Buddhist Posted July 2, 2016 Posted July 2, 2016 I do like her, and the reason i did what i did was to shake her up and if she did like me, she would have fear of loss and ultimately try contacting me. And if she did contact me and tried to pursue me it would be much easier to shake off anyone else. My question is, does my strategy have a chance at success and getting the desired outcome? No, your strategy has an excellent chance of backfiring and ensuring that you are now single. You don't ever break up a relationship to teach someone a lesson or shake them up. It often happens that person just decides their life is much better off without you in it. A break up means the relationship is now broken. The other person has lost trust in your ability to be in a relationship with them, so they must now find a relationship with someone else. Pss: another reason i did this was because my previous failures where i would become more needy and get dumped anyways. So i tried something new and hoping my new approach makes me more attractive to the opposite sex. This approach will not make your more attractive to the opposite sex unless they are batshyte crazy. If you want to date crazy, then acting crazy is an excellent way to do it.

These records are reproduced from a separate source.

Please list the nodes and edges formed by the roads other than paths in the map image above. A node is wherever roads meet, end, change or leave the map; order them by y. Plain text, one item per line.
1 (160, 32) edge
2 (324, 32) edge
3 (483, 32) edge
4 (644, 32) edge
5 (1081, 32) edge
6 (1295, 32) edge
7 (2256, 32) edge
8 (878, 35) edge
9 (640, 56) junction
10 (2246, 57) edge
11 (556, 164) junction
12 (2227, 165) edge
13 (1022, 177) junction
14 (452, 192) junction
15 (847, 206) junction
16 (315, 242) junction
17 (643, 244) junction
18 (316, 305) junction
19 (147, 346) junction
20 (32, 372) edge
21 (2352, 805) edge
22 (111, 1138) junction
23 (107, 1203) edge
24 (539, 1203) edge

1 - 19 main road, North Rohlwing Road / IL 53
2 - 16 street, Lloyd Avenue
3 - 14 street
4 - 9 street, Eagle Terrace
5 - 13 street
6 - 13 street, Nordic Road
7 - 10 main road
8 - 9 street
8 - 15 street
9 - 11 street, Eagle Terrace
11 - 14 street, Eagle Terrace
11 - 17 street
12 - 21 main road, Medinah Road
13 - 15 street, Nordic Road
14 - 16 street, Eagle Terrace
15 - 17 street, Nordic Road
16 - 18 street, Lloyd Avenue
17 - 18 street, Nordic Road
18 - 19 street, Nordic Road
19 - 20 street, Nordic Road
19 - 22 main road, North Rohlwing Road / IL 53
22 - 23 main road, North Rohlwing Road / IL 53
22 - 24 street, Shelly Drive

lolablue17 Posted July 2, 2016 Posted July 2, 2016 I agree with the above posters that dumping a Gf is not a tool in the relationship. You dump someone only If you want to dump her. But I think your instincts are great. Yes, she was shady, and was extremely unreasonable. A minute after her odd jealousy scene, putting strange limits for you and you female friend, she's ignoring you and go to the beach with her male friend? Hilarious. It's a huge red flag. You felt that it was wrong, and behave accordingly. It's not a small thing, what has happend. It's a big issue, and for me it would have been a deal breaker. Not to mention she was lying to you.
kgcolonel Posted July 2, 2016 Posted July 2, 2016 I agree with the above posters that dumping a Gf is not a tool in the relationship. You dump someone only If you want to dump her. But I think your instincts are great. Yes, she was shady, and was extremely unreasonable. A minute after her odd jealousy scene, putting strange limits for you and you female friend, she's ignoring you and go to the beach with her male friend? Hilarious. It's a huge red flag. You felt that it was wrong, and behave accordingly. It's not a small thing, what has happend. It's a big issue, and for me it would have been a deal breaker. Not to mention she was lying to you. I fully agree, maybe next time listen to the explanation and if you believe it, move on, if not, tell her thanks, it's been real, but now it's done....don't use a break up as a tool. BTW, I think she was playing you with the other guy..... 1
forumman83 Posted July 2, 2016 Posted July 2, 2016 I had something similar happen to me recently. I saw red flags very early on such as long times between texts, suddenly disappearing for hours at a time, secretive behavior with her cell phone, etc. I ignored these red flags because, like you, it was "early in the relationship." Fast forward to 2 months later, and despite our label as boyfriend/girlfriend and spending almost all our free time together, I found out that the really, really shady behaviour had not stopped. My gut feeling was right all along, I couldn't trust this girl. Even if she really liked me (which I'm sure she did) I still couldn't trust her. I decided to end the relationship blocking her from all forms of contact because I had made it clear what was acceptable and not acceptable and she ignored it and continued disrespecting me. It was a difficult decision, but if I hadn't done it I would have remained filled with anxiety for the duration of our relationship. In sum, you're seeing red flags right now and they are very real, do not ignore them. You're gut is never wrong. Cut this girl off before you get in too deep and it's even harder. I wish I had done the same at the 1 month mark, instead I got even deeper and it hurt even more.